Please copy out all lines of the entries that contain the word "major".

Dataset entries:
Start of Block
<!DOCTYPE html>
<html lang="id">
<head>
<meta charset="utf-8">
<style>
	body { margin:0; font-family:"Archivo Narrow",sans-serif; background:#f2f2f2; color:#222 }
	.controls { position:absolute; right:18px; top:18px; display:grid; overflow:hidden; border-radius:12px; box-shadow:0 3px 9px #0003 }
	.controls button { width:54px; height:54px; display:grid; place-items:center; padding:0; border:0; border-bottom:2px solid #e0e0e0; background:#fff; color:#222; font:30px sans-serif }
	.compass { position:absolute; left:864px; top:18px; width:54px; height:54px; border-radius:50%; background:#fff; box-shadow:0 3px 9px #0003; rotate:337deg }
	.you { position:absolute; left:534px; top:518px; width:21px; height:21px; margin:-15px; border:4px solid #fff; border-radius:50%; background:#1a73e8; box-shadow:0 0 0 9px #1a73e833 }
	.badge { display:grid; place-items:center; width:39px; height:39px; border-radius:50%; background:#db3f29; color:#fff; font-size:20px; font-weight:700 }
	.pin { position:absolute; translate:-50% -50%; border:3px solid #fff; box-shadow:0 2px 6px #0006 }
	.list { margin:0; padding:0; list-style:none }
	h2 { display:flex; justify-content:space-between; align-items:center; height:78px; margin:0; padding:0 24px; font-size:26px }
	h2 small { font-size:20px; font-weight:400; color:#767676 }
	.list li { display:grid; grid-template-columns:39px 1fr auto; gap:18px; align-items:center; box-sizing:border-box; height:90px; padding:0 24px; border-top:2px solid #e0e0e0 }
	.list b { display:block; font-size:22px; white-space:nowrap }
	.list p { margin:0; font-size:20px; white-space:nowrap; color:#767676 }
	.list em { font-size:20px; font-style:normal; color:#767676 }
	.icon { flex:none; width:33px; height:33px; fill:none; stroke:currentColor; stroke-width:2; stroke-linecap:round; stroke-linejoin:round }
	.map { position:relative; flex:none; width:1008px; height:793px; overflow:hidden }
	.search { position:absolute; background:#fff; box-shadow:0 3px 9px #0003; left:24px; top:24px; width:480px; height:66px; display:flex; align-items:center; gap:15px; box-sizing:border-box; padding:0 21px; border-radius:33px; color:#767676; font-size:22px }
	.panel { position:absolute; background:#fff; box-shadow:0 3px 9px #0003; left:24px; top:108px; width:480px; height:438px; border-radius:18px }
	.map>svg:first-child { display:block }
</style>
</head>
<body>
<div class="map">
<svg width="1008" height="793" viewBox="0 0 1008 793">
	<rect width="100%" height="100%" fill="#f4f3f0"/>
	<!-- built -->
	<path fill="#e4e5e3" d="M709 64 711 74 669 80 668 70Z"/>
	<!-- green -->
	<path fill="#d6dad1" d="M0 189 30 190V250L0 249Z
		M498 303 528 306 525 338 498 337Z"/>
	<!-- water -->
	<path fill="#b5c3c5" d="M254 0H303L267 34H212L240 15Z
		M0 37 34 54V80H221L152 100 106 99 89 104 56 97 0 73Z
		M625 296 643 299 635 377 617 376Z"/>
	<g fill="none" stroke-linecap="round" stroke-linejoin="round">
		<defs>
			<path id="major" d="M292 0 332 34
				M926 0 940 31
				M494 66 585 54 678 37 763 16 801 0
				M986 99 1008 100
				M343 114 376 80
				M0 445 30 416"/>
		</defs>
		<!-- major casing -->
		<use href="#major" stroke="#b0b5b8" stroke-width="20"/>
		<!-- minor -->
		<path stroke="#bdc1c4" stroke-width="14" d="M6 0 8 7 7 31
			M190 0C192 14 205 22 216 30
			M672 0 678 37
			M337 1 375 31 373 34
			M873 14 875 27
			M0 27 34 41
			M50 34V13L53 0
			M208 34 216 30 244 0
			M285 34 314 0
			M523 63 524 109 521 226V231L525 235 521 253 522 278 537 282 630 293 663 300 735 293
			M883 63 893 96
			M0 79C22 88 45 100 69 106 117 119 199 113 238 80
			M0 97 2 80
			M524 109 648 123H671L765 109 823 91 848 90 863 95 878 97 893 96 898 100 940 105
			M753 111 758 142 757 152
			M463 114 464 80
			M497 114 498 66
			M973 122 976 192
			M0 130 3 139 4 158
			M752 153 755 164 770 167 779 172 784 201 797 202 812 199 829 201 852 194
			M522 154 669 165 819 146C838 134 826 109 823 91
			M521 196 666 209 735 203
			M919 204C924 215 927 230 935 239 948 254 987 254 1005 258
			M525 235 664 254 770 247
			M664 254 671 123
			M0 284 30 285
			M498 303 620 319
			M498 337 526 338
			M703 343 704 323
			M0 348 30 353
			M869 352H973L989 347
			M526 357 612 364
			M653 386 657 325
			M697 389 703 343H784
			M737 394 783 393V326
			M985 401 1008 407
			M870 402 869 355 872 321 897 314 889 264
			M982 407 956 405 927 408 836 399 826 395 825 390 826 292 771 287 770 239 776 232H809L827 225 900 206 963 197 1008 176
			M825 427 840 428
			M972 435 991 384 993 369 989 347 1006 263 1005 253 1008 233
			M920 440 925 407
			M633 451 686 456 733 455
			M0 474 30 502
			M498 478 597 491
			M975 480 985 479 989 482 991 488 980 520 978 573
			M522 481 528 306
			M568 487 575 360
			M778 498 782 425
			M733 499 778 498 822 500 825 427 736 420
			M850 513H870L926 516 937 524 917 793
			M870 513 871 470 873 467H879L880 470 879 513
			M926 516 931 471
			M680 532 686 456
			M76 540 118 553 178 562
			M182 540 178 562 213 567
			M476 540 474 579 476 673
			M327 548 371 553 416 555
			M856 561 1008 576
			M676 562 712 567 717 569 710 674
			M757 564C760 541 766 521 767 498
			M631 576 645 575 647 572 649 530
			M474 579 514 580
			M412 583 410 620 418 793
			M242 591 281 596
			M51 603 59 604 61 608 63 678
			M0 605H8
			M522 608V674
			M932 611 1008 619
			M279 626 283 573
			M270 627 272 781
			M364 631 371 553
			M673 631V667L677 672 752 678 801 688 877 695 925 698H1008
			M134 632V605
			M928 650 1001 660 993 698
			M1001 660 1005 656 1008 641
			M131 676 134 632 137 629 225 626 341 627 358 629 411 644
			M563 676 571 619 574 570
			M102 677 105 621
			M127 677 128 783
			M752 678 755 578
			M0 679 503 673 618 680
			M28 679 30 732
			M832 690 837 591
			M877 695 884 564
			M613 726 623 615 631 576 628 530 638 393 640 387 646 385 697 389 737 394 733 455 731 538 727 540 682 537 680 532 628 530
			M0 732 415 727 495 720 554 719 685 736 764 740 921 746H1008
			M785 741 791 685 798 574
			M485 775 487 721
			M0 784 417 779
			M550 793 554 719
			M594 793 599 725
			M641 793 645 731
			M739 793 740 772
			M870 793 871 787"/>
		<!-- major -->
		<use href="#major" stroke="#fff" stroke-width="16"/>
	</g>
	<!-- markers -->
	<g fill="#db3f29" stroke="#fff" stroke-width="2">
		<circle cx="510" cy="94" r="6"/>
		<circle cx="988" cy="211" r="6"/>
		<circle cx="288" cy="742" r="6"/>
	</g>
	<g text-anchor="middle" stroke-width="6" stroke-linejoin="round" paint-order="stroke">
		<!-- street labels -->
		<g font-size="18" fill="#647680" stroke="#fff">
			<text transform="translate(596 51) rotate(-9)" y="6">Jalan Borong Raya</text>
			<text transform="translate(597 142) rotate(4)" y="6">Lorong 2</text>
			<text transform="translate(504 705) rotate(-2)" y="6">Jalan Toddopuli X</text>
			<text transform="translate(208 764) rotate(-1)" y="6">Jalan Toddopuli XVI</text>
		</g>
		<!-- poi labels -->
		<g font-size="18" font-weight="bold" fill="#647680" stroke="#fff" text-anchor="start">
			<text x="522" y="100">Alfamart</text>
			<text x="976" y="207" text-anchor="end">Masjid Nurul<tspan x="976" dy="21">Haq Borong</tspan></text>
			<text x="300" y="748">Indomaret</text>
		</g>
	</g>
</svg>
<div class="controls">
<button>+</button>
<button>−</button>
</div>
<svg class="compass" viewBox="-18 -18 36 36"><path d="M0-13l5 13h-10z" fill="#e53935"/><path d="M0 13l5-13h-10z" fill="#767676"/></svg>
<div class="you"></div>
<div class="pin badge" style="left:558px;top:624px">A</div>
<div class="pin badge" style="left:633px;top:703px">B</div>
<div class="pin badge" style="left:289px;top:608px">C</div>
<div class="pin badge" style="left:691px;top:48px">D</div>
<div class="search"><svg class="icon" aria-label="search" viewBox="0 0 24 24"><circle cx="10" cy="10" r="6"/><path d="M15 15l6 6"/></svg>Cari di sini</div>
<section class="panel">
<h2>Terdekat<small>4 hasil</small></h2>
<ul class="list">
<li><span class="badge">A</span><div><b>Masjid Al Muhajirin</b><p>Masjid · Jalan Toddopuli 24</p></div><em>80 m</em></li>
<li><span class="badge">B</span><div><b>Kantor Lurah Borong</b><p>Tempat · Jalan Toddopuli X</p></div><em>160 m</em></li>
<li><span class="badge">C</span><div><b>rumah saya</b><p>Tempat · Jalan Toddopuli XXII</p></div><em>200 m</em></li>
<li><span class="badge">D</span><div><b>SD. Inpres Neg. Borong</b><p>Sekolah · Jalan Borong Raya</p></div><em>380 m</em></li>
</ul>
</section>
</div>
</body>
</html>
End of Block
SOLUTION FOR THIS TASK:
			<path id="major" d="M292 0 332 34
		<!-- major casing -->
		<use href="#major" stroke="#b0b5b8" stroke-width="20"/>
		<!-- major -->
		<use href="#major" stroke="#fff" stroke-width="16"/>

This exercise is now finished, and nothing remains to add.